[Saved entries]
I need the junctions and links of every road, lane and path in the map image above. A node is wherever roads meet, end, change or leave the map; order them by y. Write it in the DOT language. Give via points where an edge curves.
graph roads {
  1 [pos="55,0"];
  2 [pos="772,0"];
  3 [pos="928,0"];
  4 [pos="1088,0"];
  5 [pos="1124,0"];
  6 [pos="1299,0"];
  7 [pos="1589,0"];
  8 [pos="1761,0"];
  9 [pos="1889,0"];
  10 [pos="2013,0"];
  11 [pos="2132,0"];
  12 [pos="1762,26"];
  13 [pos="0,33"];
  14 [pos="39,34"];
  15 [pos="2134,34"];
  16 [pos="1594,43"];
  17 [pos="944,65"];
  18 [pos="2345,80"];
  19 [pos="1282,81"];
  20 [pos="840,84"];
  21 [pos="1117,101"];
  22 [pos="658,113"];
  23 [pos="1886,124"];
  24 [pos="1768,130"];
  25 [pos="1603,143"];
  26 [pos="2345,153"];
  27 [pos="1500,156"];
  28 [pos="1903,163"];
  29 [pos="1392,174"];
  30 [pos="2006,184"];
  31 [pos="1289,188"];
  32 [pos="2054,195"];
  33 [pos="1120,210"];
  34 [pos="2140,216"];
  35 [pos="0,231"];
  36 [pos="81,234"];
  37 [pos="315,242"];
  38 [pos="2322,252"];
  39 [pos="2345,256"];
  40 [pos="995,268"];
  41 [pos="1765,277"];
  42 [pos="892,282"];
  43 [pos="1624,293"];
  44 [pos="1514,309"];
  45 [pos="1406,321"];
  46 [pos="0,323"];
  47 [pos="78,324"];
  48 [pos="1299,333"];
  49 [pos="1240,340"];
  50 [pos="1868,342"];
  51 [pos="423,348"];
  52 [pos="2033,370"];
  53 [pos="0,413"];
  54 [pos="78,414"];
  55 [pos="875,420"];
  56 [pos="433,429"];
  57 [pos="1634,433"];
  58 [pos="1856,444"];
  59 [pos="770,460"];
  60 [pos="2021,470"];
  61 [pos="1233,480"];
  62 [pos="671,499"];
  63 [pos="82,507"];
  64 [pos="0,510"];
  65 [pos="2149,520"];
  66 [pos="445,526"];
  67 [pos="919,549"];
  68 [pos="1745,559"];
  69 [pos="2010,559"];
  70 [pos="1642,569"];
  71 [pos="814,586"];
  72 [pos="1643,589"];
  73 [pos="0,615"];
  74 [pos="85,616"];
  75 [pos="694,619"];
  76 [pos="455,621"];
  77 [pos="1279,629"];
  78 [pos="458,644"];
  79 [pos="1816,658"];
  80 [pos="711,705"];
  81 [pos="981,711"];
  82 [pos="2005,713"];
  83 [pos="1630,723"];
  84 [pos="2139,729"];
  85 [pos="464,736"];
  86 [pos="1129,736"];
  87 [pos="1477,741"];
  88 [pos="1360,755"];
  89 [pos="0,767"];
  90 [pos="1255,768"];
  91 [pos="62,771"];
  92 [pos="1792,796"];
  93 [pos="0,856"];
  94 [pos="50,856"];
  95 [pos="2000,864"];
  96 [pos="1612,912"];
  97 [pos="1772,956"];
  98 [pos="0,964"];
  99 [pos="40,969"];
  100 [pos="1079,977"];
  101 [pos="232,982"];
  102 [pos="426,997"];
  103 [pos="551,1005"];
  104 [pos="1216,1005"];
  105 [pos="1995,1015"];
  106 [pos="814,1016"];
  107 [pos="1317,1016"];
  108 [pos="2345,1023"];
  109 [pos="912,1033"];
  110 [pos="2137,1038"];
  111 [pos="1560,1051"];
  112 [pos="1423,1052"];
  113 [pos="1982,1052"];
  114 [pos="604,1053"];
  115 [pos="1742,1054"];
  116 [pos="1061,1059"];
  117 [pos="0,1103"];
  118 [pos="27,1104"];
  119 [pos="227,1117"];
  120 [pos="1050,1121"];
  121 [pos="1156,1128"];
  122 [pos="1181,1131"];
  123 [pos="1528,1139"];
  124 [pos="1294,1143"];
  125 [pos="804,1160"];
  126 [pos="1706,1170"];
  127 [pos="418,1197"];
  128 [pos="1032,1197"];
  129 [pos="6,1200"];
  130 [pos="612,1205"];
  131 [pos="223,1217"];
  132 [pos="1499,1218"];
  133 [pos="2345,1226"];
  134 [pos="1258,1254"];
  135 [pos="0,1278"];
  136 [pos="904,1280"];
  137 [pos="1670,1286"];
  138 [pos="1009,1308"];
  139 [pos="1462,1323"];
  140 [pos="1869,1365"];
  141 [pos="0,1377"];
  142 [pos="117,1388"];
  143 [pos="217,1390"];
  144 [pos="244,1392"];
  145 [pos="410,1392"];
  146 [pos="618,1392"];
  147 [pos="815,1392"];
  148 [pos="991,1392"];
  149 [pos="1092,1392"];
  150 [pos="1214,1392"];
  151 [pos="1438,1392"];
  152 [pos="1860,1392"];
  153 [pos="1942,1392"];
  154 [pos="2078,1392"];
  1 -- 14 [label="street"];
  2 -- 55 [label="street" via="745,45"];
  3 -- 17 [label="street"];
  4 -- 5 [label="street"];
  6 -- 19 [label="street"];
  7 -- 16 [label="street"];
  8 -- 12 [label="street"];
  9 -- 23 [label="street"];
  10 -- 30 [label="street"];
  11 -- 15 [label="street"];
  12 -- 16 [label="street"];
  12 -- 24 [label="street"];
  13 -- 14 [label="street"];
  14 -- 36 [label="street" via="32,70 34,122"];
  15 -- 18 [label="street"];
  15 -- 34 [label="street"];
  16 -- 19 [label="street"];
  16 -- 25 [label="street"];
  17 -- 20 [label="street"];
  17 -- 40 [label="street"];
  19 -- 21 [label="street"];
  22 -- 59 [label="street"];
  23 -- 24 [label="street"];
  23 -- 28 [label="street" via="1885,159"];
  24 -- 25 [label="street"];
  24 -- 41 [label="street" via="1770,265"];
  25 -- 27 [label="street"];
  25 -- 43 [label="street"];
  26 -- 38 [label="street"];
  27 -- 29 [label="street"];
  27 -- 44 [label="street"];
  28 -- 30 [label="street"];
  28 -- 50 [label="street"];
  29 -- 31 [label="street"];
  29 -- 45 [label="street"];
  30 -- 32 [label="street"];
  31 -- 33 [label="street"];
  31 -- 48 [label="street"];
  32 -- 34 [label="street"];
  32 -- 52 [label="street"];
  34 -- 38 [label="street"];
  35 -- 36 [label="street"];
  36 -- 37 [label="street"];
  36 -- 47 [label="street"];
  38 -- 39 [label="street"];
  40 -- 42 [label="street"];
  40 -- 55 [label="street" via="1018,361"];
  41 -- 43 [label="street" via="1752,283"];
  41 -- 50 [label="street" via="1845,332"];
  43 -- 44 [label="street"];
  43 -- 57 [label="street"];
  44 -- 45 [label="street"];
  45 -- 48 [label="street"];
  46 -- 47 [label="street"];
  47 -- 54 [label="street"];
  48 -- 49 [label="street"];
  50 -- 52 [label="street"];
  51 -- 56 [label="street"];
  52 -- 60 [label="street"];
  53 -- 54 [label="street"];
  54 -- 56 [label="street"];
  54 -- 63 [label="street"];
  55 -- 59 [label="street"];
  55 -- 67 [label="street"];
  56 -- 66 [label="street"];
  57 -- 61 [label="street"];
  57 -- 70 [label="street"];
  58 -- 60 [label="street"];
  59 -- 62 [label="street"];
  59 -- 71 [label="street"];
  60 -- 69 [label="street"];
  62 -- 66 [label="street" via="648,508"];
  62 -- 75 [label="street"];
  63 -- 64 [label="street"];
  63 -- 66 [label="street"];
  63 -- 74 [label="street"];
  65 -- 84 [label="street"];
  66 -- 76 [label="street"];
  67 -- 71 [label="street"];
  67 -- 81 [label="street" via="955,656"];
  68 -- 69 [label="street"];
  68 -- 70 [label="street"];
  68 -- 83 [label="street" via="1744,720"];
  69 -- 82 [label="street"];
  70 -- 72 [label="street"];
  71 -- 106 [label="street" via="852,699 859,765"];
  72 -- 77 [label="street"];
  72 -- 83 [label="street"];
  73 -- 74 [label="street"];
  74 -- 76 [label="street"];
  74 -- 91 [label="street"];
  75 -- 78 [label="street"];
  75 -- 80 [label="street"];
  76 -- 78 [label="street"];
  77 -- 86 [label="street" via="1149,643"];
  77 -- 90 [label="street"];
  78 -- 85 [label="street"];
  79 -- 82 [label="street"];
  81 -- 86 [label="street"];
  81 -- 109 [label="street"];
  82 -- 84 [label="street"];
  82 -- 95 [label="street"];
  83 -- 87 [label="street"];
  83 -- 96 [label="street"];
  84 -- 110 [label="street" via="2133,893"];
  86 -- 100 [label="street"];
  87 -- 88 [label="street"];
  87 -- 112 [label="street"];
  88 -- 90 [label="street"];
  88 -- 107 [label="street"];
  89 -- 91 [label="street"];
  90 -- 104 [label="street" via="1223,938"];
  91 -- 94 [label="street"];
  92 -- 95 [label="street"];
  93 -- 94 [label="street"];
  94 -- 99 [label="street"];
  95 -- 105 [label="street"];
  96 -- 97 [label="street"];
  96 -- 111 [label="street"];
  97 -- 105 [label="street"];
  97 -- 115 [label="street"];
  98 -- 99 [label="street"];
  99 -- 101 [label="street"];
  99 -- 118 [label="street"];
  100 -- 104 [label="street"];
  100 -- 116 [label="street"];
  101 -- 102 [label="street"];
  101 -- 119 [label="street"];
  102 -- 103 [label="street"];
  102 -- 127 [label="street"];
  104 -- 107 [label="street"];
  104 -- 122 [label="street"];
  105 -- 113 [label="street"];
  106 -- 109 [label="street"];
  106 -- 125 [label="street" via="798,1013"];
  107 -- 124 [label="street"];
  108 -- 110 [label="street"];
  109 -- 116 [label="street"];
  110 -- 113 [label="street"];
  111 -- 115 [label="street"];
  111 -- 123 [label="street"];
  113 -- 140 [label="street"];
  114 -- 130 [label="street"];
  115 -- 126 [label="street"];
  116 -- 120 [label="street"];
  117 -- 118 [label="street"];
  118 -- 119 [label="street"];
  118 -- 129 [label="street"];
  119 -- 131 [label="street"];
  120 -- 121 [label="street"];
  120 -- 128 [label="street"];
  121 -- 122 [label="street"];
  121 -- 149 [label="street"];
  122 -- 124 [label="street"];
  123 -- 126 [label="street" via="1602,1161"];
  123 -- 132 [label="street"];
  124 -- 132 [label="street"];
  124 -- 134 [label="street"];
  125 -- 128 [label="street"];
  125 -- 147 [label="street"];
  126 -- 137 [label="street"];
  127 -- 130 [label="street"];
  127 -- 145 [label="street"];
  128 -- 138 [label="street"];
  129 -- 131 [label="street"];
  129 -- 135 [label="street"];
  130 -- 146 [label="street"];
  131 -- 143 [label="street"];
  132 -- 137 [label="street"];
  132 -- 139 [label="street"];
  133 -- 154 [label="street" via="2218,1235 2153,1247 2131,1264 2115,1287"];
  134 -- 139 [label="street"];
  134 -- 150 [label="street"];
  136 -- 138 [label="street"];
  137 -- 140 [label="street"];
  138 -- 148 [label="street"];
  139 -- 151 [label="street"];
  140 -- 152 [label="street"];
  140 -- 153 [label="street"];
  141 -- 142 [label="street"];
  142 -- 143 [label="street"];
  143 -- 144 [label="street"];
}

◆ **ACTIVITY**
For the word "roads", find all matching lines in the entries above and copy them out.

◆ **WRITTEN REPLY**
I need the junctions and links of every road, lane and path in the map image above. A node is wherever roads meet, end, change or leave the map; order them by y. Write it in the DOT language. Give via points where an edge curves.
graph roads {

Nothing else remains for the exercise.